3.1.1. Growth Performance
Results of growth performance and feed utilisation are presented in Table 3. No mortality occurred during the experiment, and all groups presented an increase in body mass, accounting for 11% to 33% of their initial mean body weight. Fish presented a normal condition factor for the species (K = 1.07–1.12). The results presented in Table 4 show that the experimental diet, irrespective of being enzymatically treated or not, clearly offered worse results in growth and feed efficiency than the control diet. Nevertheless, it was also clear that the Solid-State enzymatic Hydrolysis significantly improved the same parameters when comparing fish fed on EXP/enz to those obtained with EXP.
3.1.2. Biochemical Parameters
Data on blood and tissue biochemistry are detailed in Table 4. The parameters measured in plasma show significantly lower values of lactate in fish fed any of the experimental diets when compared to those obtained in fish fed the COM diet. Additionally, the amount of TAG measured in fish fed the EXP/enz diet was significantly higher than in fish fed the EXP diet. Liver glycogen measured in fish fed any of the experimental diets was also significantly lower than in fish fed the COM diet. Indeed, muscle glycogen measured in fish fed on the EXP diet was significantly reduced compared to the other two groups.

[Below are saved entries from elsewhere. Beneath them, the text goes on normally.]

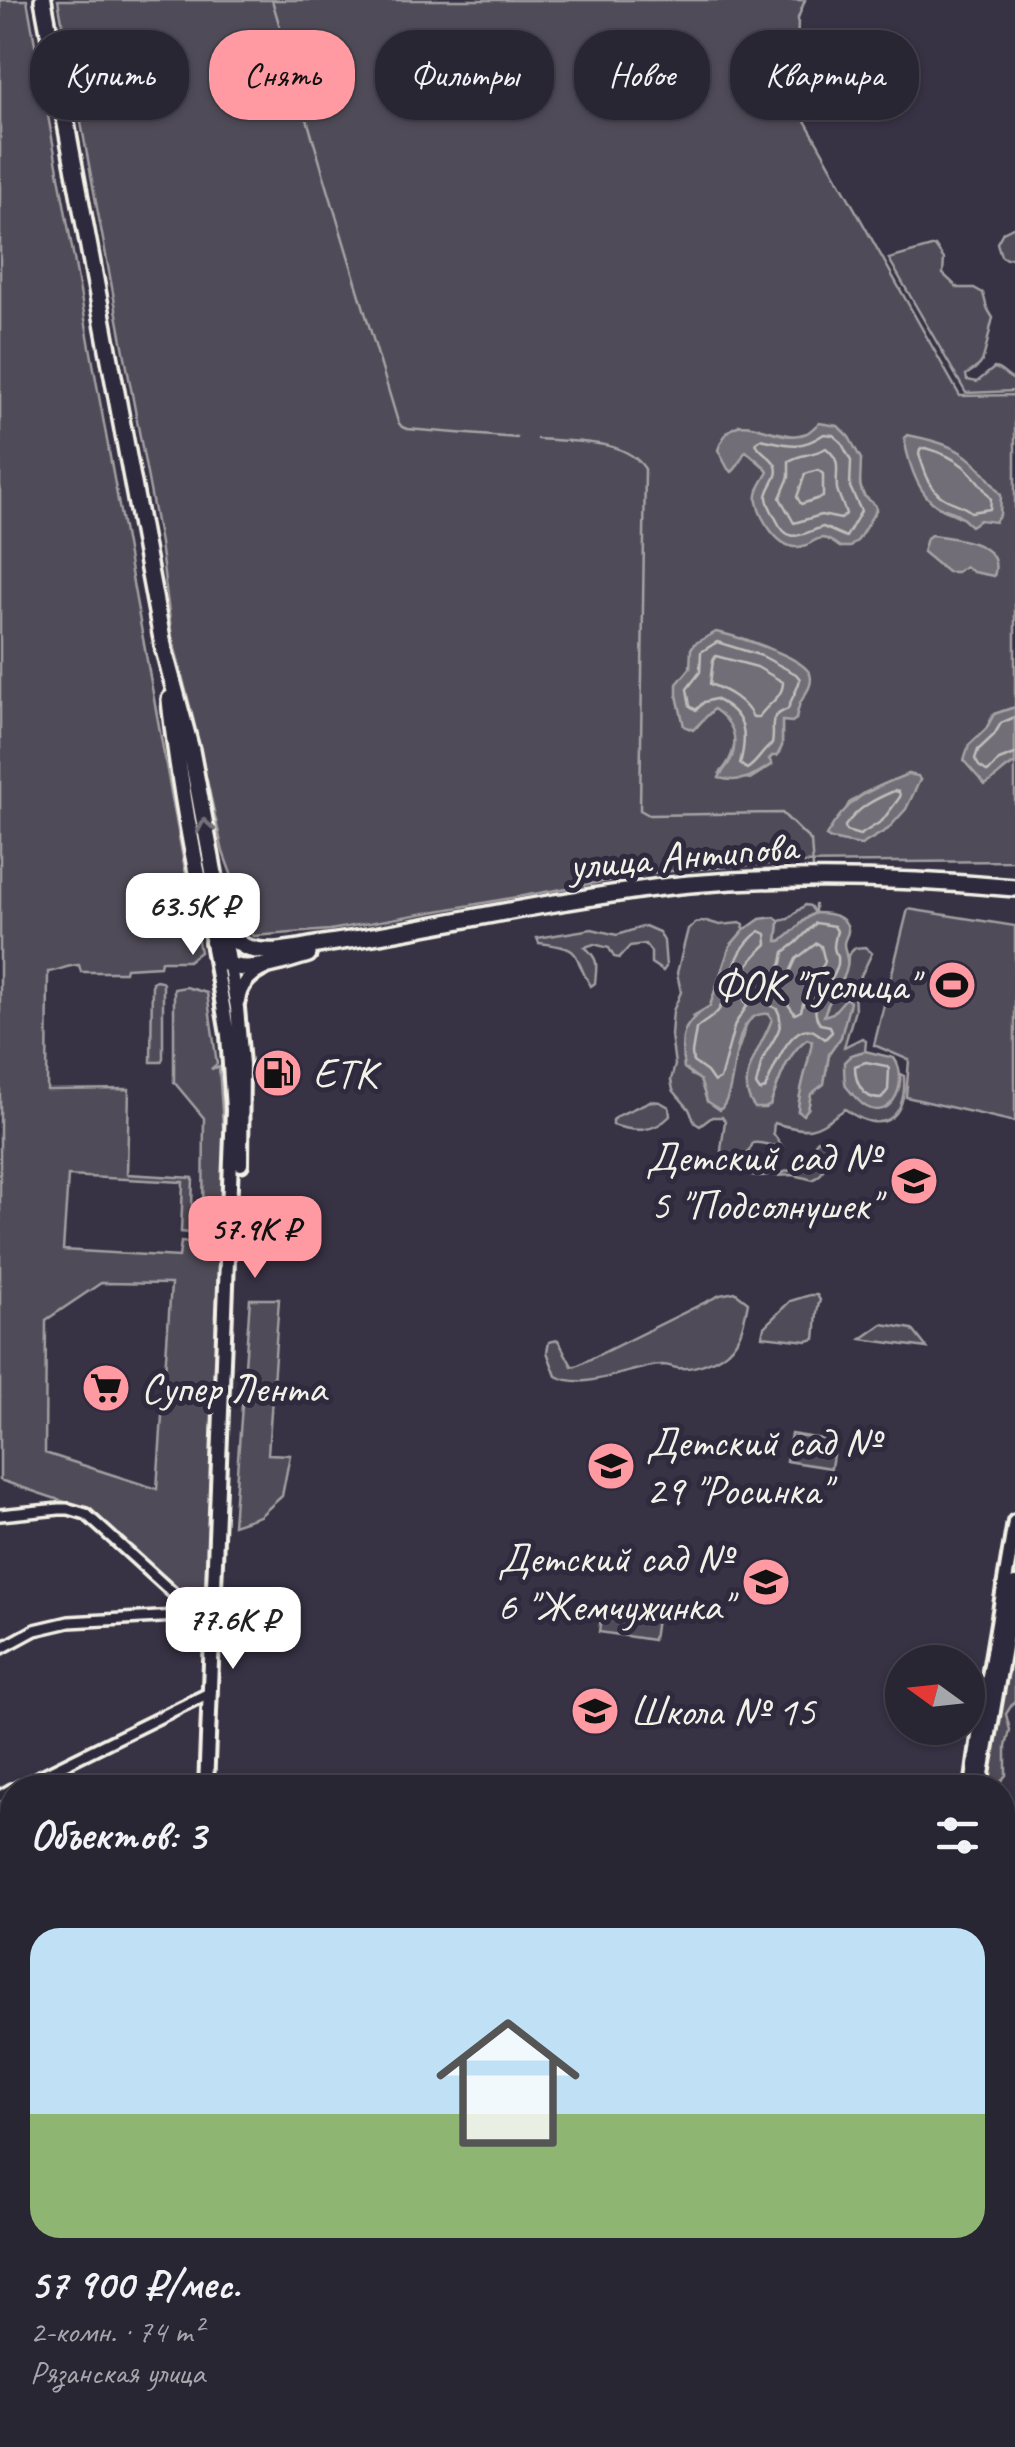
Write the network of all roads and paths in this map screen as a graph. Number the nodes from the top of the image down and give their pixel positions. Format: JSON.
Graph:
{"nodes":[{"id":1,"x":43,"y":0,"type":"edge"},
{"id":2,"x":1015,"y":888,"type":"edge"},
{"id":3,"x":215,"y":922,"type":"junction"},
{"id":4,"x":273,"y":958,"type":"junction"},
{"id":5,"x":230,"y":965,"type":"junction"},
{"id":6,"x":220,"y":985,"type":"junction"},
{"id":7,"x":237,"y":1008,"type":"junction"},
{"id":8,"x":0,"y":1515,"type":"edge"},
{"id":9,"x":1015,"y":1522,"type":"edge"},
{"id":10,"x":216,"y":1556,"type":"junction"},
{"id":11,"x":1015,"y":1584,"type":"edge"},
{"id":12,"x":192,"y":1614,"type":"junction"},
{"id":13,"x":214,"y":1614,"type":"junction"},
{"id":14,"x":0,"y":1649,"type":"edge"},
{"id":15,"x":211,"y":1692,"type":"junction"},
{"id":16,"x":41,"y":1775,"type":"edge"},
{"id":17,"x":207,"y":1775,"type":"edge"},
{"id":18,"x":974,"y":1775,"type":"edge"},
{"id":19,"x":982,"y":1775,"type":"edge"}],
"edges":[{"from":1,"to":3,"type":"main road"},
{"from":2,"to":4,"type":"main road","name":"улица Антипова"},
{"from":3,"to":4,"type":"main road"},
{"from":3,"to":5,"type":"main road"},
{"from":3,"to":6,"type":"main road"},
{"from":4,"to":5,"type":"main road","name":"улица Антипова"},
{"from":4,"to":7,"type":"main road"},
{"from":5,"to":6,"type":"main road"},
{"from":5,"to":7,"type":"main road"},
{"from":6,"to":10,"type":"main road"},
{"from":7,"to":10,"type":"main road"},
{"from":8,"to":12,"type":"street"},
{"from":9,"to":18,"type":"main road"},
{"from":10,"to":13,"type":"main road"},
{"from":11,"to":19,"type":"main road"},
{"from":12,"to":13,"type":"street"},
{"from":12,"to":14,"type":"street"},
{"from":13,"to":15,"type":"main road"},
{"from":15,"to":16,"type":"street"},
{"from":15,"to":17,"type":"main road"}]}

3.2. Experiment 2. Field Trial
The results on growth performance and feed efficiency in the field trial are presented in Table 5. Average fish growth during the whole experimental period ranged from 0.32 to 0.43%, although it was low or even absent during a great part of the period due to low winter temperatures. Nevertheless, all of the experimental groups doubled their initial weight by the end of the experiment. Moreover, all groups presented reasonably good FCR values, ranging from 2.33 to 2.67, and in contrast to those obtained in experiment 1, the values of FCR were significantly enhanced when fish were fed on the EXP/enz diet.
4. Discussion
The “extreme” experimental feed (EXP) used in the present work was designed to assess the limits of including a high amount of plant ingredients of limited nutritional value in practical diets for M. cephalus, as well as the potential benefits derived from the enzymatic treatment of such plant ingredients. For this reason, it included a low proportion of fishmeal (10%), a high amount of fibrous byproducts containing significant levels of phytate and NSP (10% rice bran, 20% brewer’s spent grain) and no supplementation with lysine or methionine. Although experiment 1, developed with small juveniles, was not maintained for enough time to allow the fish to at least double their weight, it offered preliminary insight on the potential performance of the diets and two clear results: on the one hand, it demonstrated that the EXP diet did not fulfill the nutritional requirements of the species at this early stage of development; on the other, it showed that enzyme pretreatment of the plant ingredients had a significant positive effect on the nutritional value of such a diet.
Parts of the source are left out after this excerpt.